*REQUIRED WORK*
Only the count should appear in your answer: how many lines of the data below contain the word "this"?

*DATASET ENTRIES*
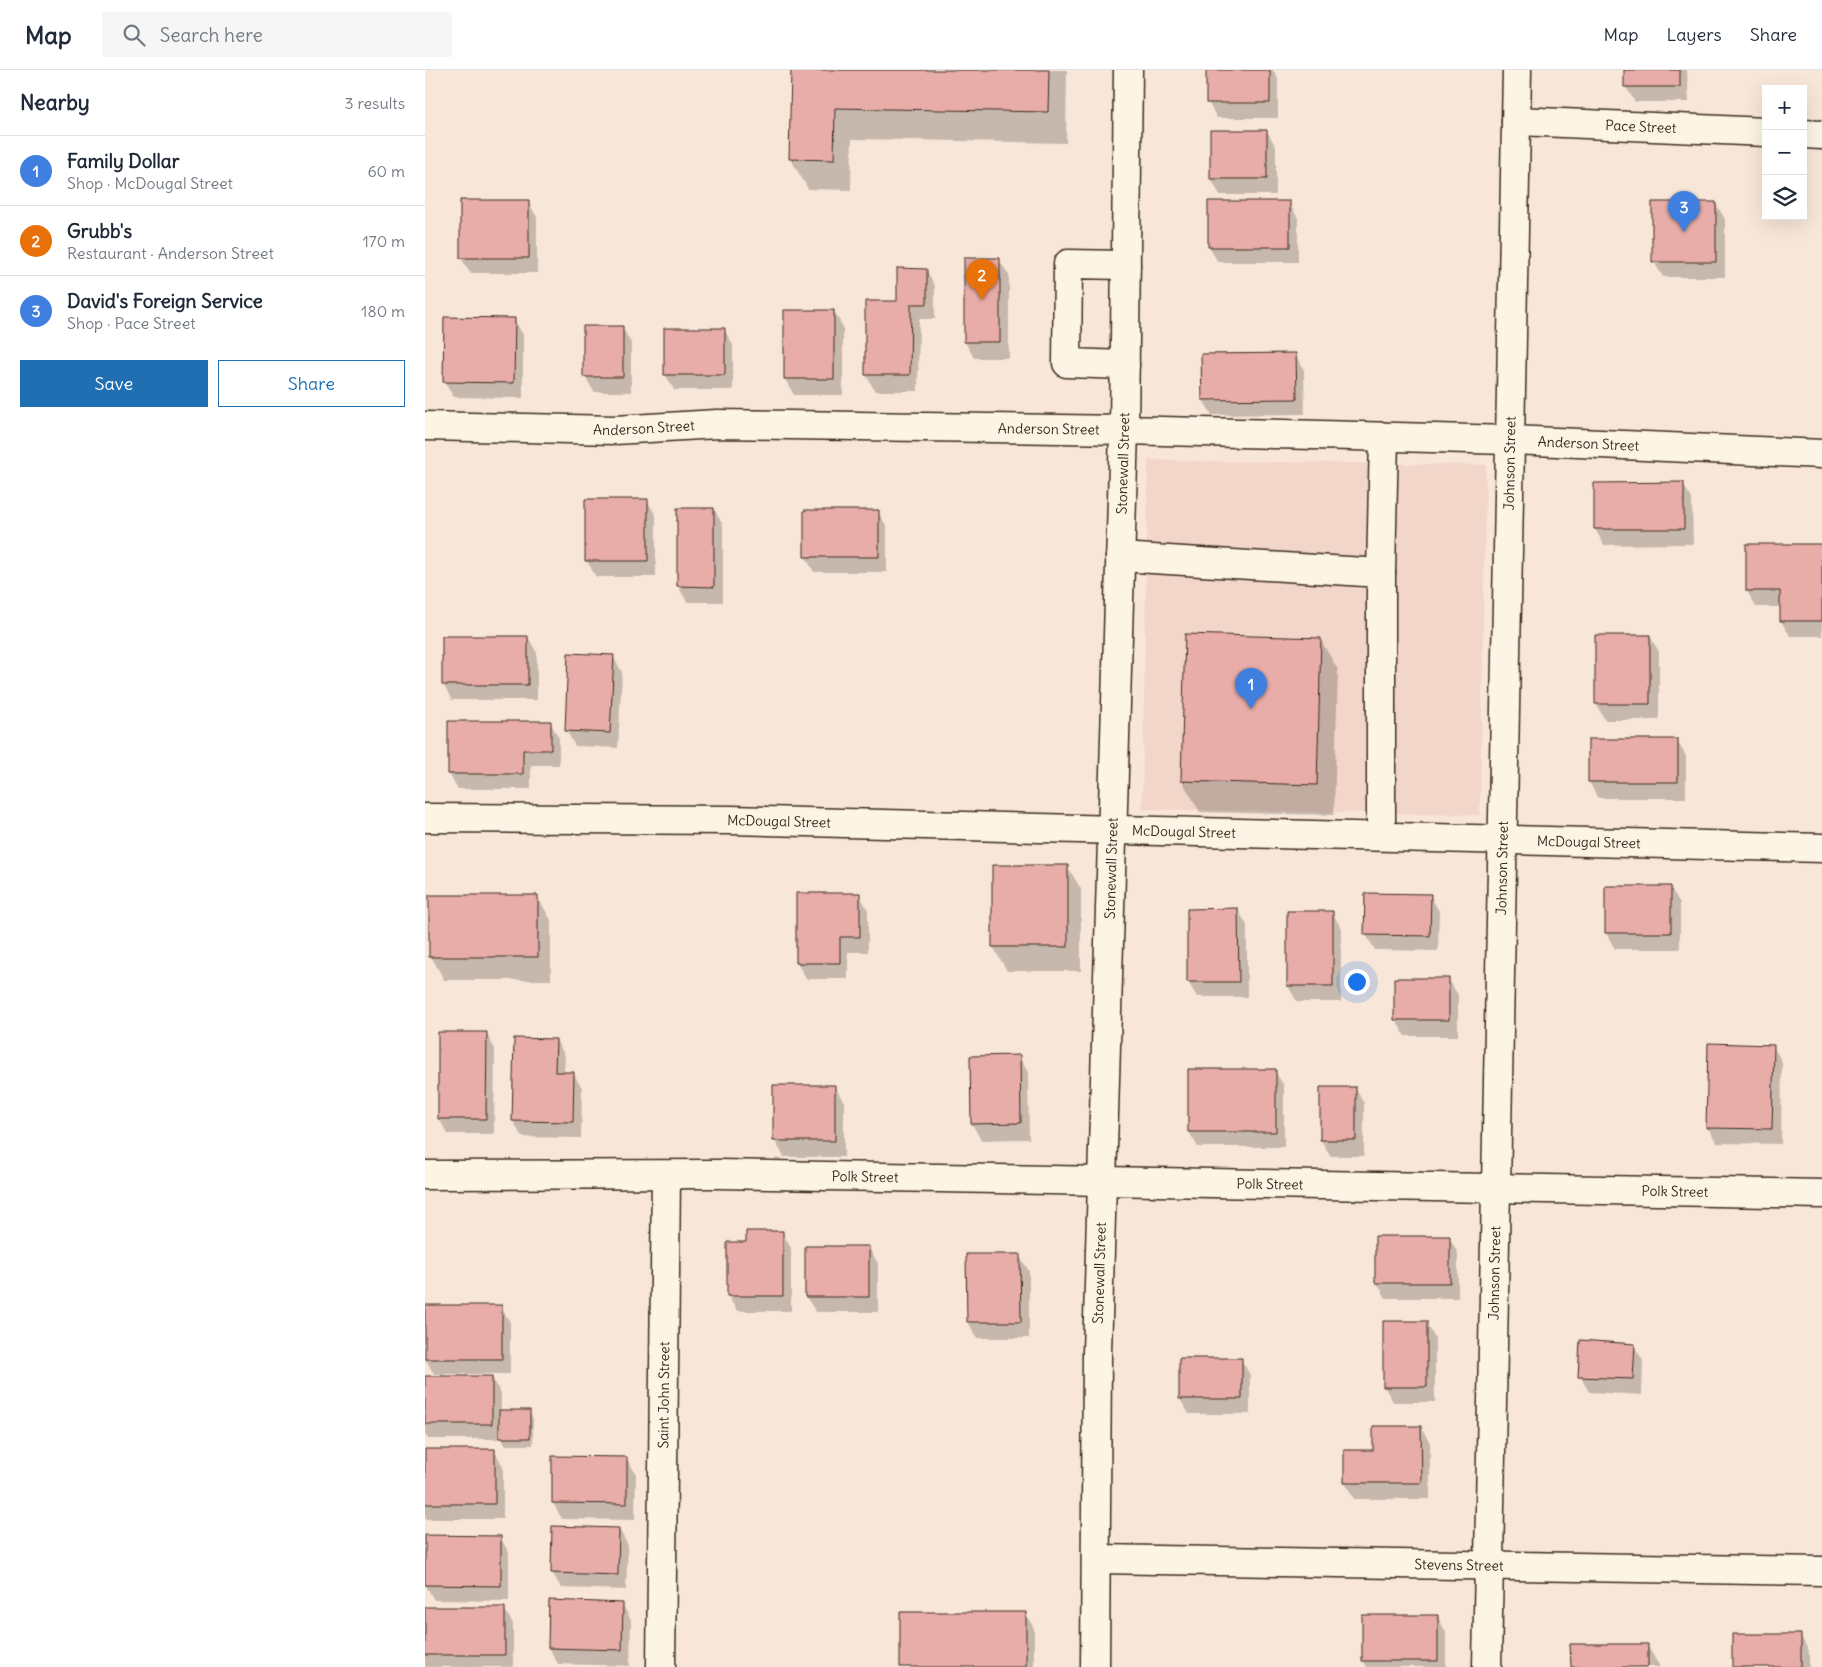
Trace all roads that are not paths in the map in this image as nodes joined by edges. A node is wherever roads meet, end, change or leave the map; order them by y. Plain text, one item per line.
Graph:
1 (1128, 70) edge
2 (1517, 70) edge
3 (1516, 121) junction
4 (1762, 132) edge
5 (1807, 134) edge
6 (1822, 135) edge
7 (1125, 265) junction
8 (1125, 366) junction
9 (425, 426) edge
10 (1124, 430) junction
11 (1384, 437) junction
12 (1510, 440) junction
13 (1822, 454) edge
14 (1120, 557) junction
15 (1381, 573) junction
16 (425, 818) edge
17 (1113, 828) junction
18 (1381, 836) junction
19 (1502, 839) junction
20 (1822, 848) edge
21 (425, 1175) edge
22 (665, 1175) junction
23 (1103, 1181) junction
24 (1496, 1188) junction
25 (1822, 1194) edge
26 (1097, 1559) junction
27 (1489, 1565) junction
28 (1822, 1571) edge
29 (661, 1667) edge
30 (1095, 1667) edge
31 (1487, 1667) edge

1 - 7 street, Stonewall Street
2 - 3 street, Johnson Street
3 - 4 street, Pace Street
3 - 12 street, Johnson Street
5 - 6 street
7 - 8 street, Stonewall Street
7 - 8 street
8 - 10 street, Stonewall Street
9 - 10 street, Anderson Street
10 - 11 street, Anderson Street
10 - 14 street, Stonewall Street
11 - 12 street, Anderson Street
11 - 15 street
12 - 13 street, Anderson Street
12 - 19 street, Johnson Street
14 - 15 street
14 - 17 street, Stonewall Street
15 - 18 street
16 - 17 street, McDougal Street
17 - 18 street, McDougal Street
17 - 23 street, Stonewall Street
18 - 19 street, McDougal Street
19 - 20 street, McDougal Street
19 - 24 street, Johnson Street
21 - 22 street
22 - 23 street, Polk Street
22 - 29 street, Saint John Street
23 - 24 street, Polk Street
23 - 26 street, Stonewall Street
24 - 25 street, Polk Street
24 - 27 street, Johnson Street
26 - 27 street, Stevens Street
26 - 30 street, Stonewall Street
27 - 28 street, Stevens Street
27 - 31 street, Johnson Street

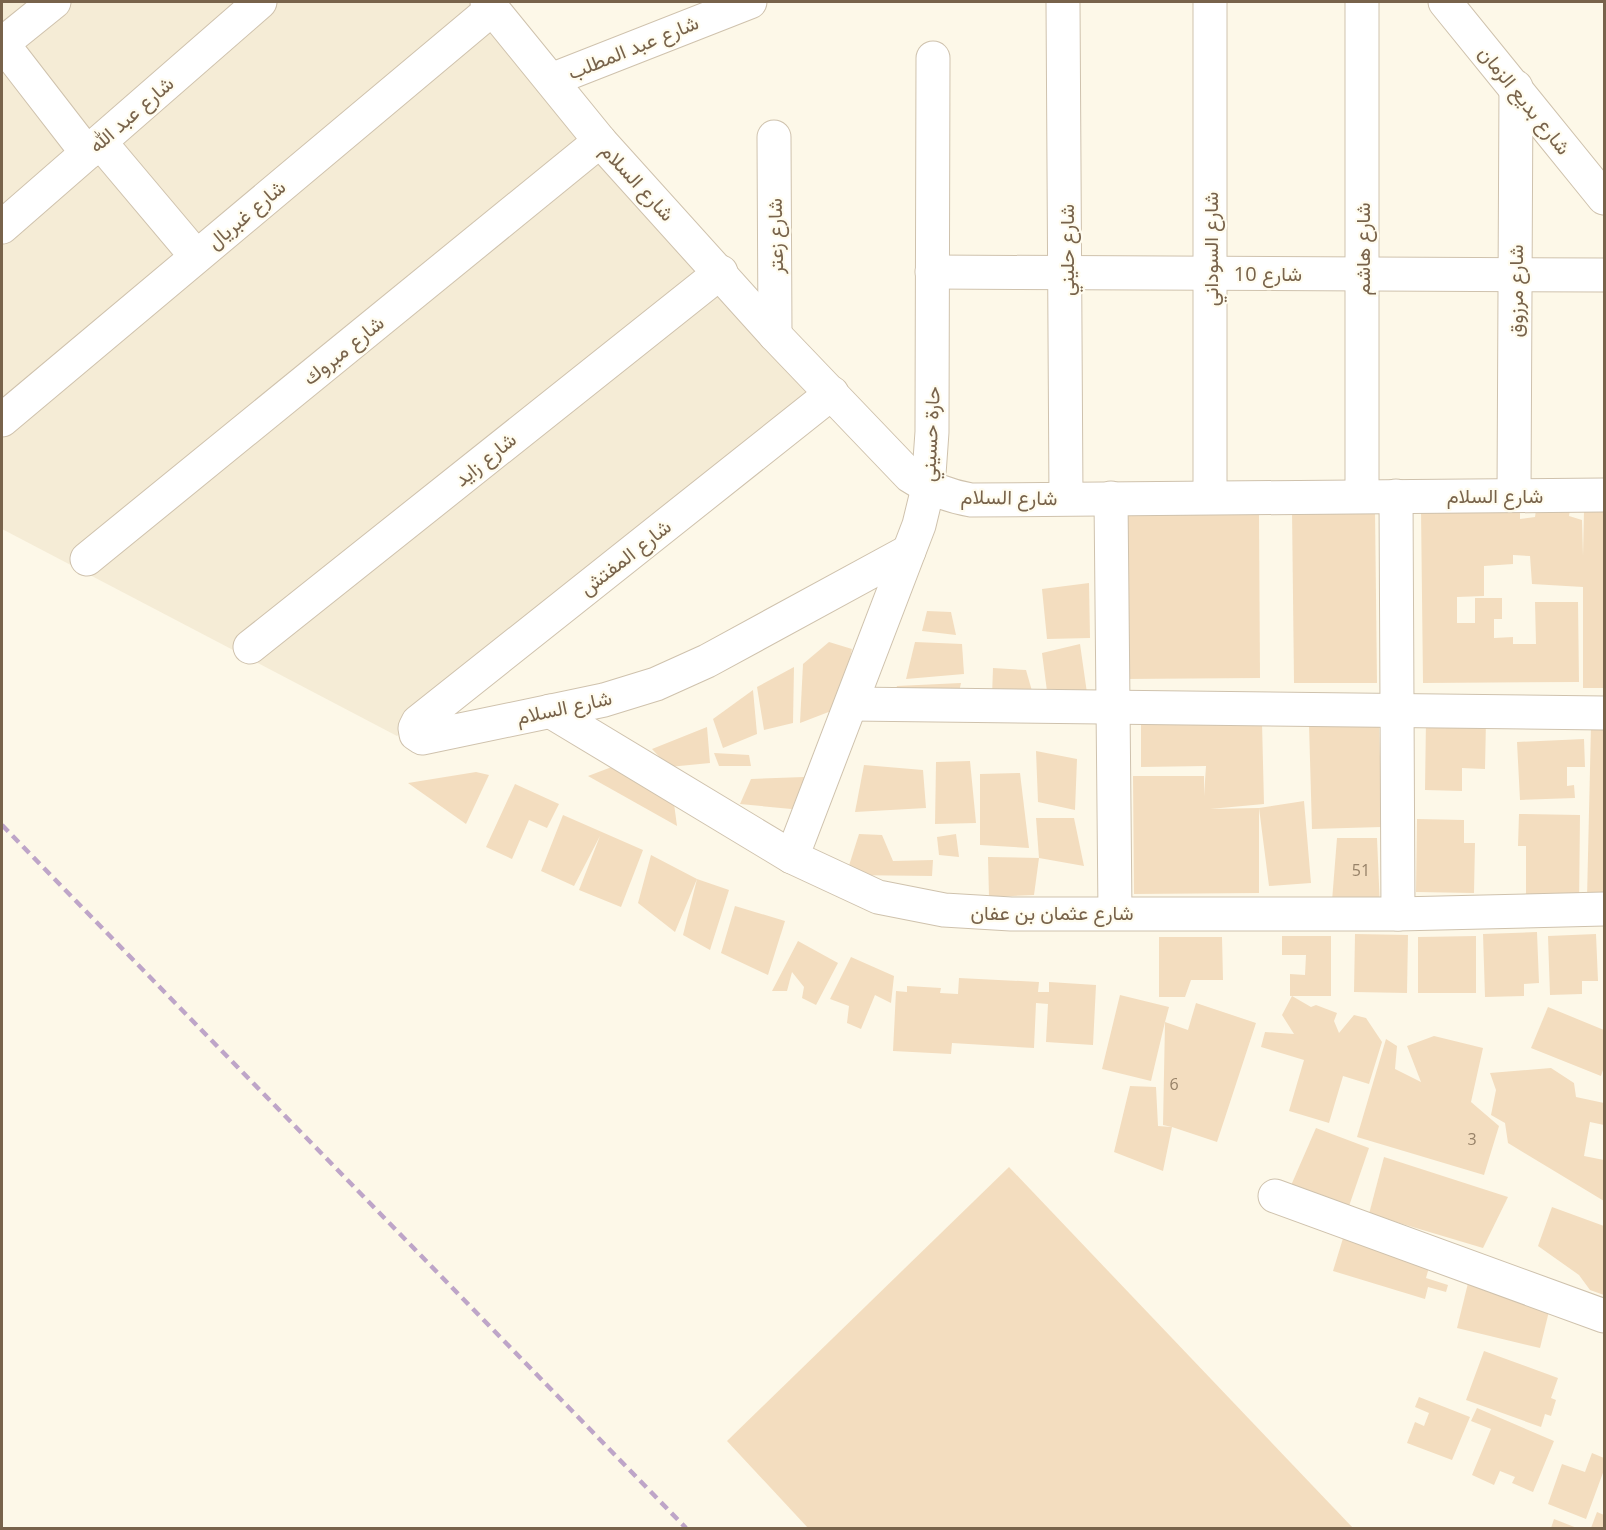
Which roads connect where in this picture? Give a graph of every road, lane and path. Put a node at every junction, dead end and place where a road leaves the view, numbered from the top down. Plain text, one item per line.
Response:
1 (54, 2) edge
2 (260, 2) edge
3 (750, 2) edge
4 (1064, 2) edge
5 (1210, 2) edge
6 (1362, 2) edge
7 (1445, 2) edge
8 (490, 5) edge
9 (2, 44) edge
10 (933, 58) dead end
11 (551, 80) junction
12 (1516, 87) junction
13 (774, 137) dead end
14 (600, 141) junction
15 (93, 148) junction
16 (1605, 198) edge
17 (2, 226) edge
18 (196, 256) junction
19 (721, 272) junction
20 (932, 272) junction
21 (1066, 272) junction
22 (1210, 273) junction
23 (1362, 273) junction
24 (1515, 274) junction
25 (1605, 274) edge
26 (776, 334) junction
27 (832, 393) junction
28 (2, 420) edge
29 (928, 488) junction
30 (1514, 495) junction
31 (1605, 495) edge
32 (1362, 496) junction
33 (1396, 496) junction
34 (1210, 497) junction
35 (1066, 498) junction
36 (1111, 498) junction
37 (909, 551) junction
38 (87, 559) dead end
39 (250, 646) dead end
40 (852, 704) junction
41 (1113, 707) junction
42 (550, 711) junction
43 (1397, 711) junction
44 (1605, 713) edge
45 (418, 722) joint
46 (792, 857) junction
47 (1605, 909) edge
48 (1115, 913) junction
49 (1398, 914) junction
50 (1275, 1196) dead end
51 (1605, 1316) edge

*WRITTEN ANSWER*
2